Cuando murió Luis, Cayetana entristeció. Tardó en reponerse y conoció a Jesús Aguirre, que era la antítesis de su primer marido. Jesús, que también era cultísimo, destacaba por su ironía y verbal desvergüenza. Fue jesuita, y Don Juan, después de una comida en Liria, comentaba que al coger el pan del platillo, lo hacía de tal manera que parecía que iba a alzarlo posteriormente para consagrarlo en la elevación. Tenía un sentido del amor cáustico. Almorzábamos en «Jockey» un día de invierno. -¿Qué tal está Cayetana?-, le pregunté; -pues sinceramente, últimamente está torcida y algo enfadada, y le he dicho que si no cambia, se tendrá que ir de casa-. Su desaparición también le dolió a una duquesa que se había transformado en otra Cayetana en pocos años.

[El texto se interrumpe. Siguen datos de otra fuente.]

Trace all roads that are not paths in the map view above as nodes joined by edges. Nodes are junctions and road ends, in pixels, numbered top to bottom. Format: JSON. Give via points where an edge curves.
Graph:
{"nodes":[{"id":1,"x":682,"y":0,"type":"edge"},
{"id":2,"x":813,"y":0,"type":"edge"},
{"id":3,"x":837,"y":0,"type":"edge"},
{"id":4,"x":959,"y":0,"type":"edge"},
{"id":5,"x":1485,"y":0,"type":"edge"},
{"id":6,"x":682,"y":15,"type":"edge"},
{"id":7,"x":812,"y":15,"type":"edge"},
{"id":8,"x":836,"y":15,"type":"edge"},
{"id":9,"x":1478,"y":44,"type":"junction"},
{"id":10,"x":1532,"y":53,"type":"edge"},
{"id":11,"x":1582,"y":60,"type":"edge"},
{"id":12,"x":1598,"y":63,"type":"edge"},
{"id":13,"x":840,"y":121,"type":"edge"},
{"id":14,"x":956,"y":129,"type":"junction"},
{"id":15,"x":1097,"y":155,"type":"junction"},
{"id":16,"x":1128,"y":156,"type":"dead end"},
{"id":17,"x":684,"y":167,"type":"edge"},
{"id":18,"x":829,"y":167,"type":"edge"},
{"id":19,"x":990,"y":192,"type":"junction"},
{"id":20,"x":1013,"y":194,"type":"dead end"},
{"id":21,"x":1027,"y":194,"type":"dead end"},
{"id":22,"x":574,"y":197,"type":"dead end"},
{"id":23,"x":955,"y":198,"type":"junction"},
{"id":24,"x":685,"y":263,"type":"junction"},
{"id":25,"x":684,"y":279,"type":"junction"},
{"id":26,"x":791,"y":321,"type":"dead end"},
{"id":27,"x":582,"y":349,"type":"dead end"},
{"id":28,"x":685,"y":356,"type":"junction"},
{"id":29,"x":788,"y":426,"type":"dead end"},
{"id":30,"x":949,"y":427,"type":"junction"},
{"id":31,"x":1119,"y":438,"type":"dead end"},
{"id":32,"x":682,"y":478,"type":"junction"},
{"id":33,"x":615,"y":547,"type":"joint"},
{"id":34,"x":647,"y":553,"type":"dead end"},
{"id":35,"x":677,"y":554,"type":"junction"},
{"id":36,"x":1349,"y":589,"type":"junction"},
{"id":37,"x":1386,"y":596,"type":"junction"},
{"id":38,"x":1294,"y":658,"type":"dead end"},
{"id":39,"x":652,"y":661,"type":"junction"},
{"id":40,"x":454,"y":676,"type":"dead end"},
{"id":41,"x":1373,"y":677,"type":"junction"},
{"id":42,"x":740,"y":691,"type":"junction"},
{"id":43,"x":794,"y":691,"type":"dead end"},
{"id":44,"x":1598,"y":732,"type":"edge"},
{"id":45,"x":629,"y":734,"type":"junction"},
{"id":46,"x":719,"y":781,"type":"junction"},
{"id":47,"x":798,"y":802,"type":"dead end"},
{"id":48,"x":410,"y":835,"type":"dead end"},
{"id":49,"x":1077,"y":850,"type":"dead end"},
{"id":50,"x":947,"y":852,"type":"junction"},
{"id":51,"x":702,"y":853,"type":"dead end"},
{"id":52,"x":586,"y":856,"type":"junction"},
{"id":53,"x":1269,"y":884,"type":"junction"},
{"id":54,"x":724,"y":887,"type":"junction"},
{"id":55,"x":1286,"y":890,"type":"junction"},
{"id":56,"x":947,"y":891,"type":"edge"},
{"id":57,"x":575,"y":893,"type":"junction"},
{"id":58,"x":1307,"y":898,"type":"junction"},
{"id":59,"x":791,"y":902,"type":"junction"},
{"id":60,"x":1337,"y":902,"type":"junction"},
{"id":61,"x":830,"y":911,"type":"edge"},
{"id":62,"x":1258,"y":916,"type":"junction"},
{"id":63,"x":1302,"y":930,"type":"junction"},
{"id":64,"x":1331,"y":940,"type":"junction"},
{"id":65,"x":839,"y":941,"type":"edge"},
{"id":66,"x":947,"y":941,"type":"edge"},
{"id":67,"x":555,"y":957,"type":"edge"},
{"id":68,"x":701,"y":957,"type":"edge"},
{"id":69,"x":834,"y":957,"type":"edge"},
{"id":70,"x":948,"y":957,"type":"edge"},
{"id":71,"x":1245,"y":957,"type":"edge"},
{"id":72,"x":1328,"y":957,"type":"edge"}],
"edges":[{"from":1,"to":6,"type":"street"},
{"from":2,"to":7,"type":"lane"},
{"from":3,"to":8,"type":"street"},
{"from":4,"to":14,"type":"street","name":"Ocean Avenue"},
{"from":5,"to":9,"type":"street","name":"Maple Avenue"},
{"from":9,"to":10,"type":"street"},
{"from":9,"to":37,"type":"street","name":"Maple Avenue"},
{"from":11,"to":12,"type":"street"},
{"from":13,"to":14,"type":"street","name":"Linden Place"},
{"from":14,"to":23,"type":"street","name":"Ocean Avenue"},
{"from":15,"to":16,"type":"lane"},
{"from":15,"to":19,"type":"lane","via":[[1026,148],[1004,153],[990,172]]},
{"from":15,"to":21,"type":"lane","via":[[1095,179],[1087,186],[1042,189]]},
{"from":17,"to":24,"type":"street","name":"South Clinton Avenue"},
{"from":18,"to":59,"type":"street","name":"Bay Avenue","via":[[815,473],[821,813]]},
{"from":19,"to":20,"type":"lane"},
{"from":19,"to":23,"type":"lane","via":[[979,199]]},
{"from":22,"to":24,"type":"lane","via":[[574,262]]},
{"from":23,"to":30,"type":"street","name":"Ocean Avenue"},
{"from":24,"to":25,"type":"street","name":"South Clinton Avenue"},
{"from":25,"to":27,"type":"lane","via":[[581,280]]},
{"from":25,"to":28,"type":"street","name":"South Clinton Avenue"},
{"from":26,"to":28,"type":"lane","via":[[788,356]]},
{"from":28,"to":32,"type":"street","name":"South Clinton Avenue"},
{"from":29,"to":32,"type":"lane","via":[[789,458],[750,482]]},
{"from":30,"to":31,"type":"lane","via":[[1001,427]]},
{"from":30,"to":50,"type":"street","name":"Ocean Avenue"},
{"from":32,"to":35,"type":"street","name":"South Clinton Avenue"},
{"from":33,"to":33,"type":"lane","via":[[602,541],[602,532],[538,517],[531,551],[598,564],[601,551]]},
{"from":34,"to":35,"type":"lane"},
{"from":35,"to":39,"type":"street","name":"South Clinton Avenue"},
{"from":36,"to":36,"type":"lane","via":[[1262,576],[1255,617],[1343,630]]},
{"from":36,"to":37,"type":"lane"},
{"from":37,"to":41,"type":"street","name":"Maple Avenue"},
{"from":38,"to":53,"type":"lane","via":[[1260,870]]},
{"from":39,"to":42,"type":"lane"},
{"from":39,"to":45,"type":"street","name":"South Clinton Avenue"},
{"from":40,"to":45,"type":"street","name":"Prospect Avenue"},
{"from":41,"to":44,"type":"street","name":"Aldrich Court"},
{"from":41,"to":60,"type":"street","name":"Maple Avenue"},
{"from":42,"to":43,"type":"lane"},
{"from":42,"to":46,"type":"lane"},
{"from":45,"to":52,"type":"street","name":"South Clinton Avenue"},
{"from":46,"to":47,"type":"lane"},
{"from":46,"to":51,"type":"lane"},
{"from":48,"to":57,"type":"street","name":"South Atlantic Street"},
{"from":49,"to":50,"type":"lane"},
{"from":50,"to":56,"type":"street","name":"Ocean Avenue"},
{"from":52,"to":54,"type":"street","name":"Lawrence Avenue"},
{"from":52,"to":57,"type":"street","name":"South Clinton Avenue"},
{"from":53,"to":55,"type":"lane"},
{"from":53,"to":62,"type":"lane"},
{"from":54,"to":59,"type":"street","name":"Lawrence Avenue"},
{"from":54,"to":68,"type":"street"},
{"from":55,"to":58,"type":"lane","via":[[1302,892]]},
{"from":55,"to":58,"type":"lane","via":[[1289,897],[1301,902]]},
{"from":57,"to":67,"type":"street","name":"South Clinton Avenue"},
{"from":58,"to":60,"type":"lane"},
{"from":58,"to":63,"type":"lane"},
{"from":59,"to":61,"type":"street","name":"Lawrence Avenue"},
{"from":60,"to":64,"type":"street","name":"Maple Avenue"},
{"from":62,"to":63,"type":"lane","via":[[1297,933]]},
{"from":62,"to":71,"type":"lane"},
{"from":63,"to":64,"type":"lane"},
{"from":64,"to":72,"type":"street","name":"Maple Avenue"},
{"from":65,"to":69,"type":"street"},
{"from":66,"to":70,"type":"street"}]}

Y vino lo de Alfonso Díez Carabantes, que al principio, no ofreció buen aroma y levantó una cierta inquietud en sus hijos. Escribí sobre ello, y me envió una carta larga y detenida. Me recordaba nuestra vieja amistad, la amistad con sus hijos, la de Luis con mis padres. Me adelantaba que Alfonso era un señor, «un hombre ideal», y que a sus años, era la única ilusión que tenía. «Por favor, que sean otros los que dudan. Pero tú, que siempre has estado con nosotros, respétame. No me equivoco». Y tenía razón, por cuanto nadie puede poner en duda la impecable actitud de su último marido, con el que se casó en Dueñas, y con el que bailó descalza cuando su equilibrio físico era ya una despedida.

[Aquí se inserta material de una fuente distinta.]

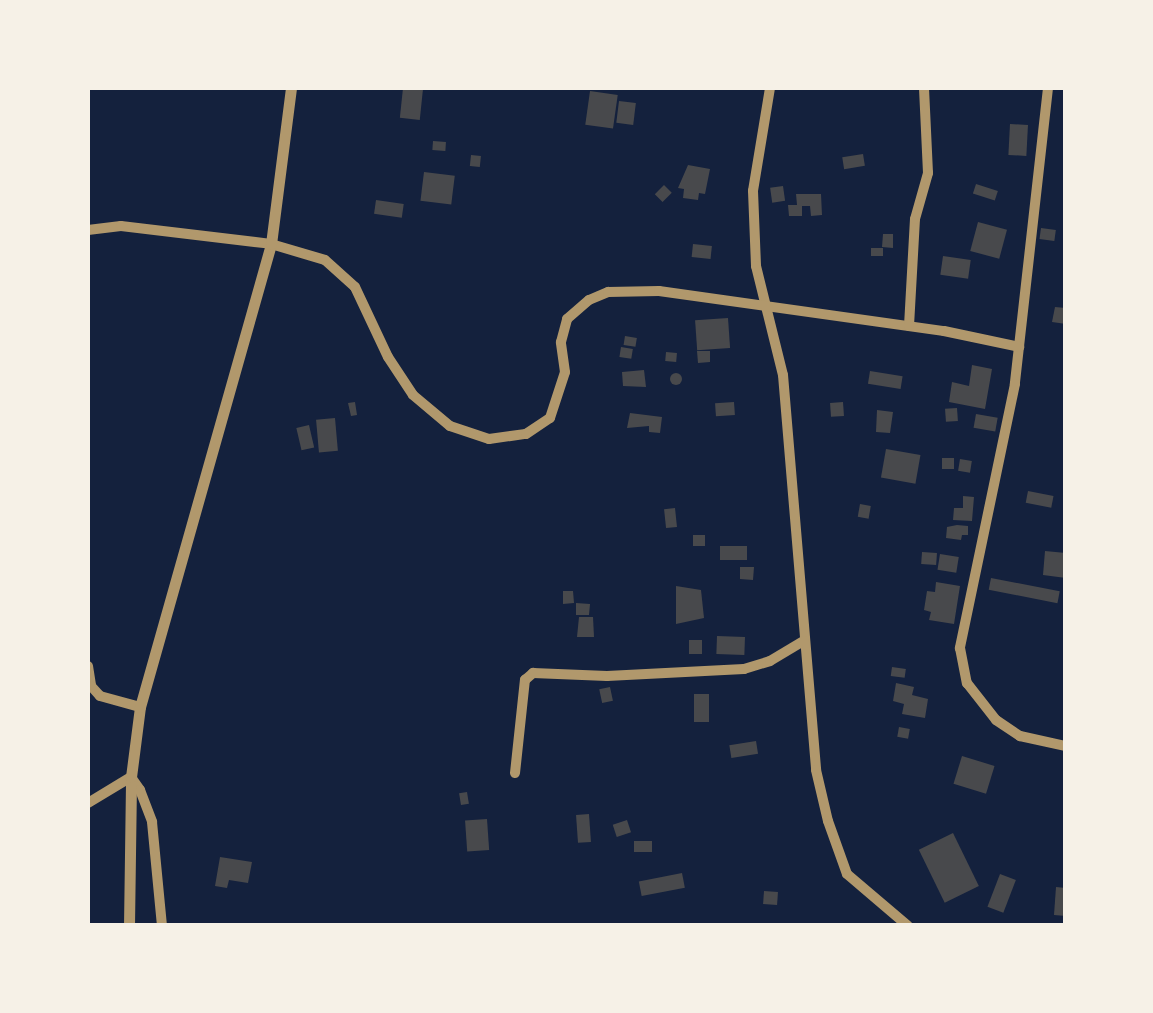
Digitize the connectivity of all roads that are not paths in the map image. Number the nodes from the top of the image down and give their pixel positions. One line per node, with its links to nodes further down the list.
1 (291, 88): 6 (street)
2 (770, 88): 7 (street)
3 (924, 88): 8 (street)
4 (1048, 88): 9 (street)
5 (88, 230): 6 (street)
6 (271, 244): 7 (street); 12 (street)
7 (765, 305): 8 (street); 10 (street)
8 (910, 326): 9 (street)
9 (1019, 348): 13 (street)
10 (803, 640): 14 (street); 19 (street)
11 (88, 666): 12 (street)
12 (140, 708): 15 (street)
13 (1066, 746)
14 (515, 773)
15 (131, 777): 16 (street); 17 (street); 18 (street)
16 (88, 803)
17 (128, 926)
18 (162, 926)
19 (908, 926)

Creo que Liria le abrumaba. Ella era Sevilla y San Sebastián. Más de casa grande que de palacio. Artista. Se habla mucho del deseo de Picasso de pintarla desnuda y de la prohibición de su marido a posar ante el genio. Eran otros tiempos. Entendía de pintura, de literatura, de arte, de flamenco, de toros y de la vida. La vi por última vez cuando acudió a «La Razón» para acompañar a Curro Romero a recibir un premio. Aquella tarde, Curro se dejó los papeles en el hotel, improvisó su discurso y estuvo sencillamente genial. Me lo dijo al final: «Has conseguido que Curro se convierta en un orador brillante».

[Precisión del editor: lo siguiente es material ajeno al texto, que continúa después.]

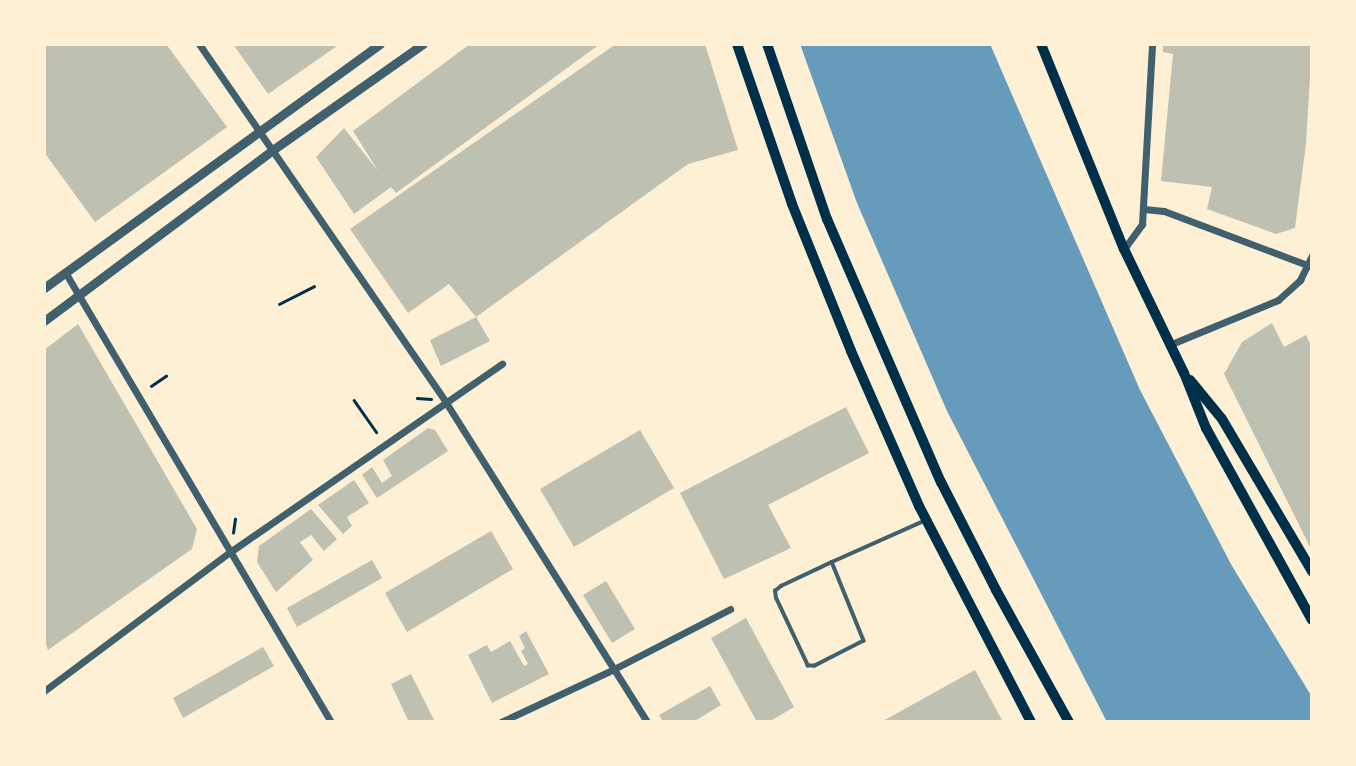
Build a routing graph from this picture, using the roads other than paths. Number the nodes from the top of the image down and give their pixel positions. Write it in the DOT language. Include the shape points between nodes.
graph roads {
  1 [pos="199,44"];
  2 [pos="380,44"];
  3 [pos="423,44"];
  4 [pos="737,44"];
  5 [pos="766,44"];
  6 [pos="1041,44"];
  7 [pos="1153,44"];
  8 [pos="259,130"];
  9 [pos="274,149"];
  10 [pos="1144,209"];
  11 [pos="1124,249"];
  12 [pos="1312,255"];
  13 [pos="1310,266"];
  14 [pos="65,272"];
  15 [pos="44,288"];
  16 [pos="80,294"];
  17 [pos="44,321"];
  18 [pos="1169,345"];
  19 [pos="502,364"];
  20 [pos="1184,373"];
  21 [pos="445,401"];
  22 [pos="926,520"];
  23 [pos="230,552"];
  24 [pos="832,562"];
  25 [pos="1312,571"];
  26 [pos="730,609"];
  27 [pos="1312,620"];
  28 [pos="612,670"];
  29 [pos="44,691"];
  30 [pos="331,722"];
  31 [pos="501,722"];
  32 [pos="647,722"];
  33 [pos="1031,722"];
  34 [pos="1069,722"];
  1 -- 8 [label="street"];
  2 -- 8 [label="street"];
  3 -- 9 [label="street"];
  4 -- 22 [label="main road" via="792,204"];
  5 -- 34 [label="main road" via="827,219 941,482"];
  6 -- 11 [label="main road"];
  7 -- 10 [label="street"];
  8 -- 9 [label="street"];
  8 -- 14 [label="street"];
  9 -- 16 [label="street"];
  9 -- 21 [label="street"];
  10 -- 11 [label="street" via="1142,224"];
  10 -- 13 [label="street" via="1164,211"];
  11 -- 18 [label="main road"];
  12 -- 13 [label="street"];
  13 -- 18 [label="street" via="1278,300"];
  14 -- 15 [label="street"];
  14 -- 16 [label="street"];
  16 -- 17 [label="street"];
  16 -- 23 [label="street"];
  18 -- 20 [label="main road"];
  19 -- 21 [label="street"];
  20 -- 25 [label="main road" via="1222,419"];
  20 -- 27 [label="main road" via="1206,428"];
  21 -- 23 [label="street"];
  21 -- 28 [label="street"];
  22 -- 24 [label="lane"];
  22 -- 33 [label="main road"];
  23 -- 29 [label="street"];
  23 -- 30 [label="street"];
  24 -- 24 [label="lane" via="775,591 808,666 864,641"];
  26 -- 28 [label="street"];
  28 -- 31 [label="street"];
  28 -- 32 [label="street"];
}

Semanas atrás se instaló en Sevilla y se sintió mal. Cuando despertó en el hospital pidió a su marido y su hijo una muerte tranquila y serena en Dueñas, en su casa. Nació en Madrid y se fue en Sevilla, su ciudad del alma. La mitad de su cuerpo, ya ceniza, descansará junto a su Cristo de los Gitanos. La otra mitad, en Loeches, ese panteón familiar que no le gustaba nada y en el que reposan sus amores. Su padre, Luis y Jesús.

Fue espectacular y diferente. Nada derrochadora y estricta con su familia en cuestiones de dinero y generosa con todos los que le pidieron ayuda. Nadie puede discutirle su personalidad arrolladora, valiente y distinta. Descanse en paz la sevillana que lo tuvo todo menos la suerte de nacer en Sevilla.